Parla El Chapo. In totale, l’FBI ha intercettato più di 200 chiamate del boss messicano e altre centinaia di suoi luogotenenti e familiari. Christian Rodriguez, un uomo molto vicino al boss, poi diventato informatore dell’FBI, ha testimoniato in tribunale che, per volere di El Chapo, ha personalmente installato lo spyware in 50 telefoni Blackberry, perché Guzman potesse usarli per spiare la sua cerchia ristretta, amanti incluse. In una telefonata si sente addirittura El Chapo che chiede a un suo luogotenente come procede la corruzione di un ufficiale di polizia messicana. “Sta ricevendo il pagamento mensile?“. L’affiliato conferma che il cartello sta inviando bustarelle regolari, poi passa il telefono all’ufficiale, che conferma il pagamento e si impegna a mantenere la sua fedeltà.

Fu sempre Rodriguez a giocare un altro tiro a El Chapo: nel maggio 2010, infatti,  ha simulato un guasto sulla rete privata che il boss aveva messo a punto per comunicare in modo riservato con i suoi interlocutori. L’idea, orchestrata per costringere Guzmán e i suoi collaboratori a usare telefoni cellulari sottocontrollo, consentì all’FBI di ascoltare il boss negoziare un accordo di cocaina da sei tonnellate con membri del gruppo di guerriglia delle FARC (le forze armate rivoluzionarie colombiane).

In seguito Rodriguez ha anche spostato i server per la sua rete dal Canada, dove le leggi sulla crittografia impedivano all’FBI di fare le sue intercettazioni, ai Paesi Bassi, dove gli inquirenti hanno lavorato con il team olandese High Tech Crime per 18 mesi per violare la rete di El Chapo e ottenere l’accesso alle centinaia di chiamate che costituiscono il fondamento per una buona parte delle accuse che gli sono mosse.

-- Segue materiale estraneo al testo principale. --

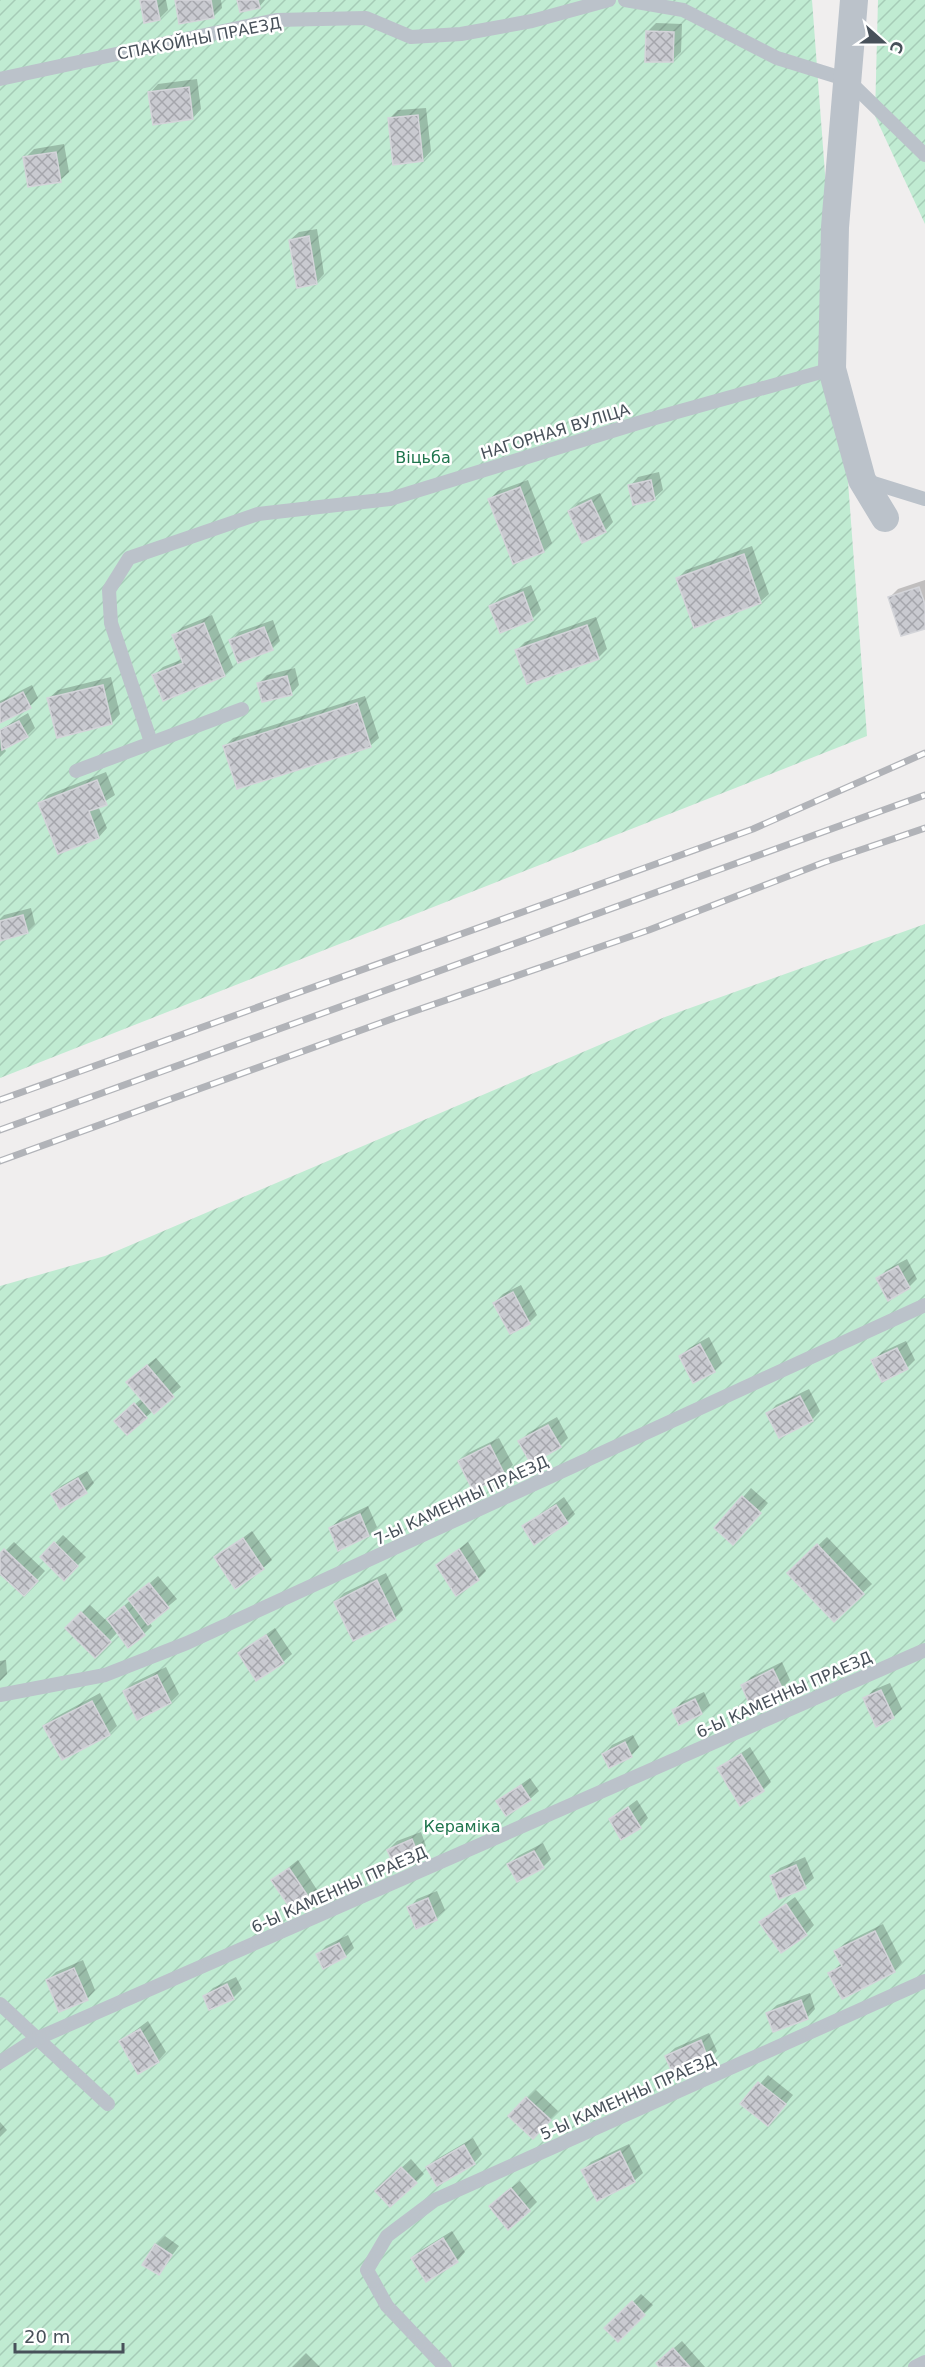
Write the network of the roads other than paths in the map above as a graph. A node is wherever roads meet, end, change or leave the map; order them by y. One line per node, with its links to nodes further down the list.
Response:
1 (609, 0): 4 (lane, СПАКОЙНЫ ПРАЕЗД)
2 (625, 0): 5 (lane)
3 (854, 0): 5 (street)
4 (0, 79)
5 (848, 80): 6 (lane); 7 (street)
6 (925, 155)
7 (832, 369): 8 (street); 12 (lane, НАГОРНАЯ ВУЛІЦА)
8 (862, 480): 9 (lane); 10 (street)
9 (925, 499)
10 (885, 518)
11 (242, 709): 12 (lane)
12 (151, 741): 13 (lane)
13 (76, 771)
14 (925, 1305): 16 (lane, 7-Ы КАМЕННЫ ПРАЕЗД)
15 (925, 1650): 19 (lane, 6-Ы КАМЕННЫ ПРАЕЗД)
16 (0, 1695)
17 (925, 1981): 23 (lane, 5-Ы КАМЕННЫ ПРАЕЗД)
18 (0, 2004): 19 (lane)
19 (36, 2039): 20 (lane, 6-Ы КАМЕННЫ ПРАЕЗД); 21 (lane)
20 (0, 2062)
21 (108, 2104)
22 (925, 2362): 24 (lane)
23 (445, 2367)
24 (915, 2367)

Latitanti e smartphone. Quella di El Chapo però non è l’unica caccia al latitante basata su strumenti hi-tech. Bin Laden, che se ne intendeva, da quanto si evince dalle lettere trovate nel compound pakistano dove fu trovato dagli americani, ne era ossessionato: aveva timore di essere intercettato, al punto da vietare contatti e corrispondenza via mail privilegiando l’utilizzo dei corrieri e gli incontri personali.

Ed è stata un’intercettazione del 2016, effettuata attraverso una microspia, ad attirare recentemente le attenzioni della procura distrettuale antimafia di Palermo e a far ipotizzare la presenza del boss Matteo Messina Denaro a quel tempo nei pressi di Trapani. Ma il caso più recente è quello di Cesare Battisti, l’ex terrorista italiano arrestato nel dicembre 2018 in Bolivia. Secondo alcune fonti, infatti, a tradire Battisti durante la sua ultima fuga sarebbe stato il sistema di localizzazione e di monitoraggio di utenze a lui vicine e una serie di intercettazioni. Sembra che si collegasse abitualemente con i social network per comunicare con amici e parenti.

Hacker di stato. I malware per smartphone restano comunque uno dei metodi preferiti dagli inquirenti per catturare i latitanti. Ne esistono alcuni di alto profilo estremamente difficili da identificare e bloccare: queste app invisibili possono rubare i messaggi WhatsApp e ottenere prendere il controllo dei dispositivi al punto da ottenere l’elenco delle chiamate e degli sms, le informazioni sulla posizione, il calendario e i dati archiviati nella memoria. L’ultimo virus con queste caratteristiche è stato scoperto sul web nel 2018 da Kasperski Lab: i tecnici che lo hanno “trovato” sono quasi sicuri che non fosse frutto del lavoro di un hacker senza scrupoli, ma il prodotto di una famosa azienda italiana di offensive security che collabora con le attività di indagine da parte delle forze di polizia e dell’autorità giudiziaria.